The Minnesota Department of Agriculture (MDA) has awarded a total of $551,000 in grants to 14 statewide projects under the Agricultural Growth, Research, and Innovation (AGRI) Urban Agriculture Grant Program.
This is the fifth year of the program. Its purpose is to encourage urban youth agricultural education and urban agriculture community development by assisting organizations and communities in obtaining the materials and services necessary for the successful promotion of urban agriculture.
“The recipients for this year’s grants will use their awards to expand on agriculture projects within their communities,” said MDA Assistant Commissioner Patrice Bailey. “These projects not only allow Minnesota’s youth the opportunity to gain hands-on experiences in agriculture and food production, but also strengthen the food system as a whole within each community.”
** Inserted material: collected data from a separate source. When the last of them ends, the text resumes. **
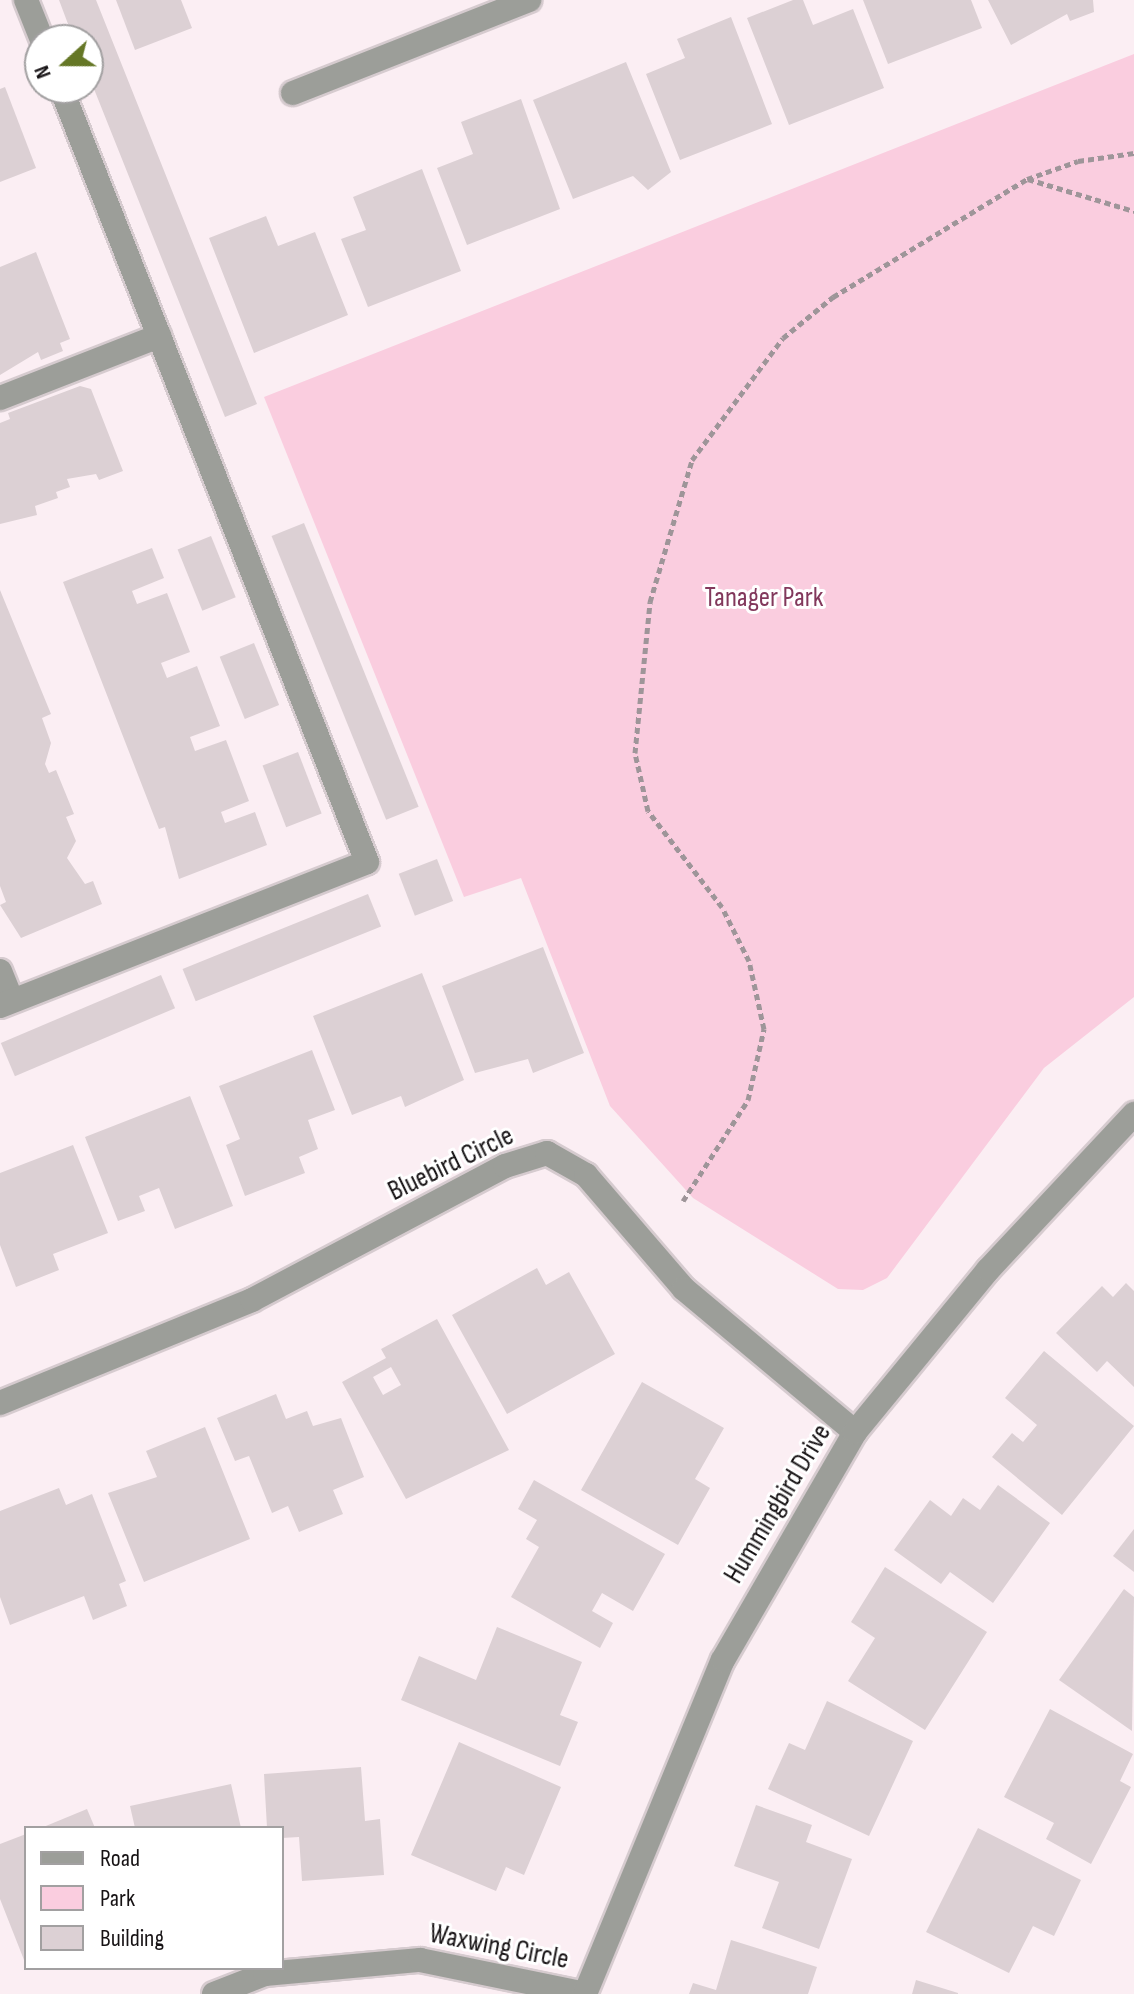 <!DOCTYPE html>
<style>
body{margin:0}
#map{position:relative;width:1134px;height:1994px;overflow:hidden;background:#fbeef3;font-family:"Sofia Sans Condensed",sans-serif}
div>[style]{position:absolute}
.green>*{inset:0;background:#facddf}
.building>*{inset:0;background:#dcd0d4;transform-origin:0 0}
.path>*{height:5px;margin-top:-2.5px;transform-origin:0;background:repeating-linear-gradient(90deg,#9e9599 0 6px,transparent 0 10px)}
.roads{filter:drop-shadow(2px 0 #d6cbcf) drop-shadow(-2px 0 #d6cbcf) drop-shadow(0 2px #d6cbcf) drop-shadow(0 -2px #d6cbcf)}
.lane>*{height:24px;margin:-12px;padding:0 12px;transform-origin:12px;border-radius:12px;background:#9c9e99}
.street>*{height:24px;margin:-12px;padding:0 12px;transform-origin:12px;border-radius:12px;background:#9c9e99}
span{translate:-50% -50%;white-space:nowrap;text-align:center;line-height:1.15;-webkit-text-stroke:6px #fff;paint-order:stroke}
.park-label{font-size:28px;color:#82385c}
.street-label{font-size:28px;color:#161214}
.legend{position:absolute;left:24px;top:1826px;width:260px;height:144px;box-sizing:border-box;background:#fff;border:2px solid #a2a0a1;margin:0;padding:10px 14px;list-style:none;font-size:24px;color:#161214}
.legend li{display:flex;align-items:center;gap:16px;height:40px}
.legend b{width:40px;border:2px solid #a2a0a1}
.north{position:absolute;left:24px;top:24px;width:80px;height:80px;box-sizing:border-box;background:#fff;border:2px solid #a2a0a1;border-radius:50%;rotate:249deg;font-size:22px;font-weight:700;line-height:32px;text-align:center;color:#161214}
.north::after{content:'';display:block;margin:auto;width:28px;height:36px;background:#657726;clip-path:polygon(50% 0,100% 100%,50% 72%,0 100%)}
</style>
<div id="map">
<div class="green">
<div style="clip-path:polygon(1134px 54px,1134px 997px,1044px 1068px,887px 1278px,863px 1290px,838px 1289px,693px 1198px,610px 1106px,521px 878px,464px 897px,264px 397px)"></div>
</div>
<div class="building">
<div style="clip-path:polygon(59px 0,96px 0,257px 404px,225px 417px,88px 74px,88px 40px,74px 40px)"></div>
<div style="clip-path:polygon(116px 0,181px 0,192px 28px,135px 50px)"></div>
<div style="clip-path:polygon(793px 0,803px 0,813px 25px,853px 9px,884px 88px,789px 125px,747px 18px)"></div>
<div style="clip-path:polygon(863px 0,971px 0,982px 28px,888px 64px)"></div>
<div style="clip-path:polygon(988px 0,1093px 0,1094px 12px,1070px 21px,1067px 14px,1011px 45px)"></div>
<div style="clip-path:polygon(731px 17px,772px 124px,680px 160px,646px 74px,685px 58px,677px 39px)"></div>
<div style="clip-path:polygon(626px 62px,671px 172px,648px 190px,633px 176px,573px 199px,533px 100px)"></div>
<div style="clip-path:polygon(5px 87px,36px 168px,0 182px,0 89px)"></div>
<div style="clip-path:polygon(521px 99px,560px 209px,467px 245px,437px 168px,473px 154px,461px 122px)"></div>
<div style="clip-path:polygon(422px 169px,461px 271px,368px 307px,341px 239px,366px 230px,353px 197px)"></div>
<div style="clip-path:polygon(266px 216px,278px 246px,315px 232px,348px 315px,254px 353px,209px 238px)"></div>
<div style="clip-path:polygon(36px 252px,70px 339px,60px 343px,63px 351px,41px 360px,38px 352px,0 375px,0 267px)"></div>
<div style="clip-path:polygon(80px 386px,91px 389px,123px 471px,99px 480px,96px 474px,67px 479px,70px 487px,56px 492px,58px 498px,35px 506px,37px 515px,0 524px,0 423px,10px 419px,8px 413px)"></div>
<div style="left:304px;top:523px;width:306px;height:35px;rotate:68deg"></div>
<div style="left:211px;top:536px;width:66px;height:36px;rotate:68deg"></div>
<div style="clip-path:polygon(152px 548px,164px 578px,132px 591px,137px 604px,167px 593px,190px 652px,161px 663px,167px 678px,197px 666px,220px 726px,190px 737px,195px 751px,226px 740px,249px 801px,221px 812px,225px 823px,255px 812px,267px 845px,179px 879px,165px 827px,159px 829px,63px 582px)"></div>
<div style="clip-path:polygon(0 590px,51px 714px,42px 718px,51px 743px,45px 764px,49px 773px,56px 770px,74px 814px,66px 817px,76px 841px,67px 858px,85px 884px,93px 881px,102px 904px,21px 938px,0 905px,6px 902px,0 886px)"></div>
<div style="left:254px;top:643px;width:67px;height:37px;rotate:68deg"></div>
<div style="left:298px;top:752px;width:66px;height:38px;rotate:69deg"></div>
<div style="left:437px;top:859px;width:45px;height:41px;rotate:69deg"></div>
<div style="left:368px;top:894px;width:35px;height:200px;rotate:68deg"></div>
<div style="clip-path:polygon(543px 947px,584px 1053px,533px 1073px,528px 1059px,475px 1073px,442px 986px)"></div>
<div style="clip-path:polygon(422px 973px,464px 1080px,405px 1107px,401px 1096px,352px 1115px,313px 1016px)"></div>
<div style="left:161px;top:975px;width:36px;height:174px;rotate:67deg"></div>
<div style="clip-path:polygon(312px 1050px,335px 1110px,308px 1120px,318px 1149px,299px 1157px,305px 1173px,245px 1196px,226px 1145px,240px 1139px,219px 1086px)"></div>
<div style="clip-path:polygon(190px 1096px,233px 1206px,175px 1229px,159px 1188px,139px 1196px,145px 1211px,118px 1221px,85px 1137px)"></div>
<div style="clip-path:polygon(73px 1145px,108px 1233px,53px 1254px,59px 1270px,16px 1287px,0 1245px,0 1173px)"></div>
<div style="clip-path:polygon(537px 1268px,546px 1285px,569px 1272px,615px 1354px,507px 1414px,452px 1315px)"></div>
<div style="clip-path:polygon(1126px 1283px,1134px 1291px,1134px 1387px,1107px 1361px,1097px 1372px,1056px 1333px,1102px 1286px,1113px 1297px)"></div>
<div style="clip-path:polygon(evenodd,437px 1319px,509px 1450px,406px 1499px,342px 1382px,386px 1358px,381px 1349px,437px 1319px,391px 1367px,401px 1385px,383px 1395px,373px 1377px,391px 1367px)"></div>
<div style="clip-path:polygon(1044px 1351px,1134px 1426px,1062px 1515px,992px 1457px,1012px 1433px,1023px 1442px,1037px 1425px,1005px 1398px)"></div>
<div style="clip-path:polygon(642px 1382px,724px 1428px,695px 1479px,710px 1488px,678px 1545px,581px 1490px)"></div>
<div style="clip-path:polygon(276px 1394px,286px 1419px,307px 1411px,313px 1426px,341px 1418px,364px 1477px,333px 1490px,343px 1514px,299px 1532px,288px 1506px,272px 1513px,249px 1456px,235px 1461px,217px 1418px)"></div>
<div style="clip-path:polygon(205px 1427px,250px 1539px,144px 1582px,108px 1493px,157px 1477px,146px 1451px)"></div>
<div style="clip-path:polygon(534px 1480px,665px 1554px,633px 1611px,602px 1593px,592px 1611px,613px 1623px,600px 1648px,511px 1597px,539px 1547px,526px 1539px,537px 1520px,518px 1509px)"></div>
<div style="clip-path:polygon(998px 1485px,1050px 1523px,993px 1603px,950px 1572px,941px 1584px,894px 1550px,930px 1500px,951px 1516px,963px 1498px,980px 1510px)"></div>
<div style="clip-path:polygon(59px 1488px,66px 1505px,92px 1494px,126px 1581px,119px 1584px,127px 1606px,93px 1620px,84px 1596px,10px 1625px,0 1597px,0 1511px)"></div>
<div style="clip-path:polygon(1134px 1529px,1134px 1572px,1113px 1556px)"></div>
<div style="clip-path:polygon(885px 1567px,987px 1632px,925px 1730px,848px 1681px,875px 1638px,851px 1622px)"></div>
<div style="clip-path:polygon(1124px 1589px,1134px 1597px,1132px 1731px,1059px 1680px)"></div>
<div style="clip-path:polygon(497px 1627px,582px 1662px,560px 1715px,578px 1722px,560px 1766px,401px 1700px,419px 1656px,476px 1680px)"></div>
<div style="clip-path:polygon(827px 1701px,913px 1741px,869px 1836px,768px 1789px,789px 1743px,805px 1750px)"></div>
<div style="clip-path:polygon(1050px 1709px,1133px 1754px,1120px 1781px,1131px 1787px,1091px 1864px,1046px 1839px,1054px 1823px,1004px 1797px)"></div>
<div style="clip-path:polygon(459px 1742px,561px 1787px,524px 1875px,506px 1867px,496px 1891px,411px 1855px)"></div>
<div style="clip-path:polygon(361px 1767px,365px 1821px,380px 1819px,384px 1875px,302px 1881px,299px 1837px,282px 1838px,282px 1828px,267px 1828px,264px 1774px)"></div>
<div style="clip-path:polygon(231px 1784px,241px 1828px,135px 1828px,130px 1806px)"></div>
<div style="clip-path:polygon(756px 1805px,812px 1825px,806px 1842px,852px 1859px,819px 1949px,762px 1928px,779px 1882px,734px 1866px)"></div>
<div style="clip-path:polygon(87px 1809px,95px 1828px,41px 1828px)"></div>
<div style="clip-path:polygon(978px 1828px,1081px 1880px,1054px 1936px,1033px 1926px,1009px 1973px,926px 1932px)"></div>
<div style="clip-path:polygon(26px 1834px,26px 1965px,0 1899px,0 1844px)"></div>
<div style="clip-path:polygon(731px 1940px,817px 1967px,808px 1994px,689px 1994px,693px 1983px,716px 1990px)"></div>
<div style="clip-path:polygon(916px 1980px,958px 1993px,958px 1994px,912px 1994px)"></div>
</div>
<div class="path">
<div style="left:1028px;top:179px;width:111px;rotate:16.8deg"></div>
<div style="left:683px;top:1201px;width:120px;rotate:-57.2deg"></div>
<div style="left:748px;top:1100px;width:73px;rotate:-77.3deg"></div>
<div style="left:764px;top:1029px;width:70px;rotate:-102.4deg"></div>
<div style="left:749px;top:961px;width:60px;rotate:-116.6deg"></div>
<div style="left:722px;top:907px;width:121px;rotate:-127.6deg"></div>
<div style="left:648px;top:811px;width:59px;rotate:-102.6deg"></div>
<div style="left:635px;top:753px;width:152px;rotate:-84.3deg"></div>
<div style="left:650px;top:602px;width:148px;rotate:-73.5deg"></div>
<div style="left:692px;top:460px;width:152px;rotate:-53.3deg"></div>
<div style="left:783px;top:338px;width:65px;rotate:-39.4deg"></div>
<div style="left:833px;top:297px;width:227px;rotate:-31.3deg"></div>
<div style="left:1027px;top:179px;width:54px;rotate:-19.4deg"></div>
<div style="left:1078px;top:161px;width:57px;rotate:-8.1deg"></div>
</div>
<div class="roads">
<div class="lane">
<div style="left:26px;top:0;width:43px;rotate:68.2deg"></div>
<div style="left:0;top:398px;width:171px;rotate:-21.3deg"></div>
<div style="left:0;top:971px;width:32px;rotate:68deg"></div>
<div style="left:0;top:1006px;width:394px;rotate:-21.4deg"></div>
<div style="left:367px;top:862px;width:832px;rotate:-111.57deg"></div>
</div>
<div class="street">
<div style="left:293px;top:93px;width:254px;rotate:-21.5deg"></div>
<div style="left:0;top:1403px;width:272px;rotate:-22.2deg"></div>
<div style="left:252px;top:1300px;width:286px;rotate:-27.9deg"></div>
<div style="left:505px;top:1166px;width:44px;rotate:-17.2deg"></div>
<div style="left:547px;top:1153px;width:45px;rotate:29.4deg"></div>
<div style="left:586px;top:1175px;width:150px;rotate:49.3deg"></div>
<div style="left:684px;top:1289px;width:223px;rotate:39.9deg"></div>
<div style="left:214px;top:1994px;width:55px;rotate:-21.4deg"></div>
<div style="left:265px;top:1974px;width:156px;rotate:-5.2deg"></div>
<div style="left:420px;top:1960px;width:168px;rotate:11.6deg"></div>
<div style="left:585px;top:1994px;width:361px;rotate:-67.6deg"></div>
<div style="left:723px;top:1660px;width:263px;rotate:-59.9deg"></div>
<div style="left:855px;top:1432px;width:210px;rotate:-50.6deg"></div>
<div style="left:988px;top:1270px;width:214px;rotate:-46.9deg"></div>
</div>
</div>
<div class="park-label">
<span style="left:764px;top:598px">Tanager Park</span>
</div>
<div class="street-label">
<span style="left:451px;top:1164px;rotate:-26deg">Bluebird Circle</span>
<span style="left:778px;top:1504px;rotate:-59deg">Hummingbird Drive</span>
<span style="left:499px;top:1947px;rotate:11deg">Waxwing Circle</span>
</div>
<ul class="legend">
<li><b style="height:10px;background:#9c9e99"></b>Road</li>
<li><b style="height:22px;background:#facddf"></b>Park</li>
<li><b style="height:22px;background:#dcd0d4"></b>Building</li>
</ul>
<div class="north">N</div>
</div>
The 2022 AGRI Urban Agriculture Grant recipients include:
|American Indian Community Housing Organization, Duluth||Continue Giinawiind Giginitaawigi'gomin programming with Indigenous youth in the Duluth community to restore connections to cultural food practices through gardening, farming, and entrepreneurial skill-building.|
|Appetite For Change, Minneapolis||Establish two “Urban Agriculture Campus” sites in North Minneapolis and transform an existing site into a community garden space.|
|Boys and Girls Club of the Bemidji Area, Bemidji||Continue to support their youth urban agriculture program with additional staff support from the garden manager, an assistant garden manager, a culinary program consultant, an additional hydroponic growing unit, and other essential supplies.|
|Brooklyn Center Community Schools, Brooklyn Center||Support the Gathering Gifts from the Garden Project at Brooklyn Community Schools by developing three distinct garden spaces: a giving garden, a pollinator garden, and a community garden.|
|Family Freedom Center, Duluth||Increase food production and access at Family Freedom Center’s two farm sites in the Lincoln Park and Hillside neighborhoods of Duluth.|
|Hand In Hand Montessori, Roseville||Teach youth sustainable agricultural practices through the development of a productive urban forest.|
|Lower Phalen Creek Project, St. Paul||Create the Indigenous Teaching Gardens at Wakáŋ Tipi Center within Bruce Vento Nature Sanctuary in Saint Paul.|
|Native American Community Development Institute, Minneapolis||Advance Indigenous food sovereignty, strengthen farmer to consumer enterprises, and reverse health disparities in Urban Indian communities via the Four Sisters Urban Farm.|
|Northside Residents Redevelopment Council, Minneapolis||Train youth as urban farmers at the Demonstration Site for Healthy Urban Living by teaching hands-on gardening, backyard chicken raising, and the benefits of rain barrels in urban farming enterprises.|
|Nova Classical Academy Green Team, St. Paul||Continue to build Nova’s Green Team community garden by creating a drip irrigation system and adding a bee and pollinator space to further agricultural education opportunities for the community.|
|Minneapolis Public Schools, Minneapolis||Increase the capacity to host students at the Culinary Center’s Education Farm with hands-on, agricultural education experiences through the installation of an orchard and medicinal garden, and expanded curriculum development.|
|Urban Roots MN, St. Paul||Increase urban agricultural youth enterprise and community engagement on the East Side of St. Paul by rebuilding the produce wash station at 845 Edgerton Street, purchasing, and installing equipment, materials, and shipping containers at Rivoli Bluff Farm & Restoration Site, and hiring additional program staff.|
|Urban Ventures, Minneapolis||Support the Urban Ventures Farm & Nutrition project, educating youth in environmental and horticulture science through hands-on farming experiences.|
|YMCA of the Greater Twin Cities, Minneapolis||Engage BIPOC students and provide the opportunity to participate in hands-on, immersive agriculture education in their urban setting. Youth will plant heritage seeds, learn how to use solar systems to power aeroponic growing systems, and explore various agriculture methods.|
Funding for this program is made available through the AGRI Program, which administers grants to farmers, agribusinesses, schools, and more throughout the state of Minnesota. The AGRI Program exists to advance Minnesota’s agricultural and renewable energy sectors.